How to Choose a Sleeping Bag – Everything You’ll Ever Need to Know


 

how to choose a sleeping bag

As a camper, knowing how to choose a sleeping bag is one of the best skills you can have.  In this article, we’ll go over everything you need to know before you buy a sleeping bag.

We’ll cover:  how sleeping bags work, what temperature ratings really mean, the different types of sleeping bags you can buy, the different methods of sleeping bag construction, and why you might want to consider one type of sleeping bag over another.

How Do Sleeping Bags Work

A sleeping bag keeps you warm by trapping your own body heat and surrounding you with a protective shell of warm air.  Typically, the more insulation a bag has, the warmer it will keep you.

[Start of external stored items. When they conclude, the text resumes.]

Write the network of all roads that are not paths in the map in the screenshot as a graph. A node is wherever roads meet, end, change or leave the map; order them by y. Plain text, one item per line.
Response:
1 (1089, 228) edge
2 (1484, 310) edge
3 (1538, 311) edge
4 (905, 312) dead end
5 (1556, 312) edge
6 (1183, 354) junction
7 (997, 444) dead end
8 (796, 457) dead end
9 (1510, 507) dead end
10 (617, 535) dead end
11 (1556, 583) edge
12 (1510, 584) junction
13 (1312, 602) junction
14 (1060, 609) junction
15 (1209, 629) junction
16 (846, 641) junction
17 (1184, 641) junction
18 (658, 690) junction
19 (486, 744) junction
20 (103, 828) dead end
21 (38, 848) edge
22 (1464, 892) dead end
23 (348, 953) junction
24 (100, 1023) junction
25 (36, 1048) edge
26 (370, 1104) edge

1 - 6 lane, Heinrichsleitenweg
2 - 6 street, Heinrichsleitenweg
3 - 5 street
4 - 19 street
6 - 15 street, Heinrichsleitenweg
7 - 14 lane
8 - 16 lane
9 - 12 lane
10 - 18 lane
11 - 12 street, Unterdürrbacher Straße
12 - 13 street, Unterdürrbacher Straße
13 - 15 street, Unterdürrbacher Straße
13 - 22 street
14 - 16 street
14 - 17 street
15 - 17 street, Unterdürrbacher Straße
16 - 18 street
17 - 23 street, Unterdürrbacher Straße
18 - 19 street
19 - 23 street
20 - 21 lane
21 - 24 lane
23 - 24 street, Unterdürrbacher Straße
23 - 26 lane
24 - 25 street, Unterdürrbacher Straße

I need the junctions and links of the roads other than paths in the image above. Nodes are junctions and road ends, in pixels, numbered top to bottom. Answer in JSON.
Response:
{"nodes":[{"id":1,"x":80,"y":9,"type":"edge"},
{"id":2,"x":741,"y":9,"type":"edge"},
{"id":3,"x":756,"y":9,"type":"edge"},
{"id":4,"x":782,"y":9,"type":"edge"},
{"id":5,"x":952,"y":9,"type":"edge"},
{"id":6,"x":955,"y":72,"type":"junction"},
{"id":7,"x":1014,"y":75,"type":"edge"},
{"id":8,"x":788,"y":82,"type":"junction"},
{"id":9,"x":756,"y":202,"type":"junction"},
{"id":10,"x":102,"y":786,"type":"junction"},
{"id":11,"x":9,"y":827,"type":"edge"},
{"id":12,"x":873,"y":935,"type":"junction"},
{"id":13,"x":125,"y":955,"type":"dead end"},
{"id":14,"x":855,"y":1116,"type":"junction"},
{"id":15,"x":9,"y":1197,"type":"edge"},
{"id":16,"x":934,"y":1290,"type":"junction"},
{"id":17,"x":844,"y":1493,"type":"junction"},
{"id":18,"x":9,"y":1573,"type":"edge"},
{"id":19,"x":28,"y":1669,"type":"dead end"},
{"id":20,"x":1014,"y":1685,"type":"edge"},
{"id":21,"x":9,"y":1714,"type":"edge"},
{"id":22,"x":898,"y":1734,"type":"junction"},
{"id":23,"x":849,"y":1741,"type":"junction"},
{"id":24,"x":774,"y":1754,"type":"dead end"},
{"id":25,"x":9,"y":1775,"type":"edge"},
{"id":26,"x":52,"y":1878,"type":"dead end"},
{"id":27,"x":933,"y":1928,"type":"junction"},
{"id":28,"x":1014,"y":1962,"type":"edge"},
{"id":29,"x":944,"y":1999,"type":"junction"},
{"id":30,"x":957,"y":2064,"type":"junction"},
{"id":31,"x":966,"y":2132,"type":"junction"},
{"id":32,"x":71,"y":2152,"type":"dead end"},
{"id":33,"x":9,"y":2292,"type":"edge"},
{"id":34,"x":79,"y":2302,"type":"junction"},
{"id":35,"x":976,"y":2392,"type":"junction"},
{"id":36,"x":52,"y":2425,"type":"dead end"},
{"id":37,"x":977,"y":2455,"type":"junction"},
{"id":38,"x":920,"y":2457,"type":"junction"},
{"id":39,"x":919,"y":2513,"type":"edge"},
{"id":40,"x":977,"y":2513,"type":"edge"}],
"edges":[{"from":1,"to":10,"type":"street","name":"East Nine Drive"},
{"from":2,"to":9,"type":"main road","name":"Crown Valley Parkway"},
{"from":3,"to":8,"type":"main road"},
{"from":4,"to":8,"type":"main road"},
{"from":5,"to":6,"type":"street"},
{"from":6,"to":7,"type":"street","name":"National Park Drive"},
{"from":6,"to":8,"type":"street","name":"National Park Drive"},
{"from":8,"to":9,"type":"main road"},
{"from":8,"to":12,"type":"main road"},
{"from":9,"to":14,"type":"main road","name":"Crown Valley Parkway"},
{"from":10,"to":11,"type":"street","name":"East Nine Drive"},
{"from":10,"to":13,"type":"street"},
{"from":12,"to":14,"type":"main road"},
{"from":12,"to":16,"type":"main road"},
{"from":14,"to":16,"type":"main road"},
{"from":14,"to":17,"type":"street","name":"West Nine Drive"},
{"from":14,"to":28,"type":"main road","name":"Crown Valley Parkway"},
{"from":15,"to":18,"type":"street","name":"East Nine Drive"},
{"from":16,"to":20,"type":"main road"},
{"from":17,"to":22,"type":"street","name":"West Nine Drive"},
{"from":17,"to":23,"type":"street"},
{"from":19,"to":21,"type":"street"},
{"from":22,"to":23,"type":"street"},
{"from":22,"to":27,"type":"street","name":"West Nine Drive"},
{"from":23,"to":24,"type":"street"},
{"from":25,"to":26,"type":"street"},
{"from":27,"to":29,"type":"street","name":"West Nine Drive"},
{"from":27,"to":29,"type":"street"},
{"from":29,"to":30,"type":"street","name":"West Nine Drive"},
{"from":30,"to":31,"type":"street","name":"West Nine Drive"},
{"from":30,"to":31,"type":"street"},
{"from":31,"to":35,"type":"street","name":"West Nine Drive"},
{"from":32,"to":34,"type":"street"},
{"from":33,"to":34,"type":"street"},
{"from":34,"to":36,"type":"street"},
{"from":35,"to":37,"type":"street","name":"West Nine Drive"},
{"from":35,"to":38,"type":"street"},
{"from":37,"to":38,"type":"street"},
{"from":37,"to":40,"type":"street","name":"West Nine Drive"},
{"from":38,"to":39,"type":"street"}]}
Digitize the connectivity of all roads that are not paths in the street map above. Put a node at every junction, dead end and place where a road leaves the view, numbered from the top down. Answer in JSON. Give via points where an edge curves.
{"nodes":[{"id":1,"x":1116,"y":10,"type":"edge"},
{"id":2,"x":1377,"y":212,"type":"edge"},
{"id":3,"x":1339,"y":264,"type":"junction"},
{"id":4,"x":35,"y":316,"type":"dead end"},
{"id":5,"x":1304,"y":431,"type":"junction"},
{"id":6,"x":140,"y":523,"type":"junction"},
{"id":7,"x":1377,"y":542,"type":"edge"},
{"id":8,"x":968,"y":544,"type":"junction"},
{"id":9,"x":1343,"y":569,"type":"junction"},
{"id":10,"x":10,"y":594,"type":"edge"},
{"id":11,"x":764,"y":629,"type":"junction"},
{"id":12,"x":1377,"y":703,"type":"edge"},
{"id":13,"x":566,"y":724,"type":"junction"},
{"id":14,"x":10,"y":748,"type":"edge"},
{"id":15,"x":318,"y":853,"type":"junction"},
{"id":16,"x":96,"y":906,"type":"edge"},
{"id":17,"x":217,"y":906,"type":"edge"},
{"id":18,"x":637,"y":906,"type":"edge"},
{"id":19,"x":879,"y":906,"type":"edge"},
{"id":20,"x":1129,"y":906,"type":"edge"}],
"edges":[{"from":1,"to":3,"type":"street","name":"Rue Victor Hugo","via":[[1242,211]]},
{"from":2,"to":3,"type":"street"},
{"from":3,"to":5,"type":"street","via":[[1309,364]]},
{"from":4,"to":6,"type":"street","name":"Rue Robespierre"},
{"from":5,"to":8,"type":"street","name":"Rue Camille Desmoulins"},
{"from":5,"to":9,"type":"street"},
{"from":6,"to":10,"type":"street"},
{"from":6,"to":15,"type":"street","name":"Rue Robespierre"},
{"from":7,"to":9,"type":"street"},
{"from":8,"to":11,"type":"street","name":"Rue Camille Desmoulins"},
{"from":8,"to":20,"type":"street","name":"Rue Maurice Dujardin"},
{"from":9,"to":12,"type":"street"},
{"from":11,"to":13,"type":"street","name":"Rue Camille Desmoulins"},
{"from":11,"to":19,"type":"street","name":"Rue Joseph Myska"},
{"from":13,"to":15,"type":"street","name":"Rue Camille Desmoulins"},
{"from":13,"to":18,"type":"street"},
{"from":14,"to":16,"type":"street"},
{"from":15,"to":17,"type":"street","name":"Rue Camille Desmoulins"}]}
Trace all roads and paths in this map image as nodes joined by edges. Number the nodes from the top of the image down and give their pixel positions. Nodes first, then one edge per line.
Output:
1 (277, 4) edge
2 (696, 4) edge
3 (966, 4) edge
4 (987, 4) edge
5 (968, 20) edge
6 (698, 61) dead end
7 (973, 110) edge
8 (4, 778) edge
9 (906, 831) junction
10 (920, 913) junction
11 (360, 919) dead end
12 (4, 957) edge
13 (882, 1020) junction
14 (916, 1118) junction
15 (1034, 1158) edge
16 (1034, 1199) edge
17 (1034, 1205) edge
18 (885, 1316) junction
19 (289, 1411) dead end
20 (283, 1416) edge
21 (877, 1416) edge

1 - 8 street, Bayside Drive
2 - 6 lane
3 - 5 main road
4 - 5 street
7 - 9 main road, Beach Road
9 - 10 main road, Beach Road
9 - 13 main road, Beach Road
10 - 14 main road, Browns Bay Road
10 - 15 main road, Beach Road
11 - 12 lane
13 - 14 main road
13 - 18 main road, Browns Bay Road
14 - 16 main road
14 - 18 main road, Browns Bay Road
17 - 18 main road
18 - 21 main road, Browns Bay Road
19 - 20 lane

This being said, the design of a sleeping bag can also play a big part in keeping you warm.  For instance, mummy sleeping bags are designed to be more efficient than traditional ones.  This means that a well-designed sleeping bag may help keep you warmer than one with more insulation.

Remember, the human body has an internal temperature of around 98 degrees Fahrenheit.  This high temperature is created by our metabolisms and while we might cool down slightly when we sleep, we’re still pretty hot.  Trap this heat inside of a sleeping bag and it will help keep you warm throughout the night.

Let’s take a look at how sleeping bag insulation materials can be used to help keep us warm.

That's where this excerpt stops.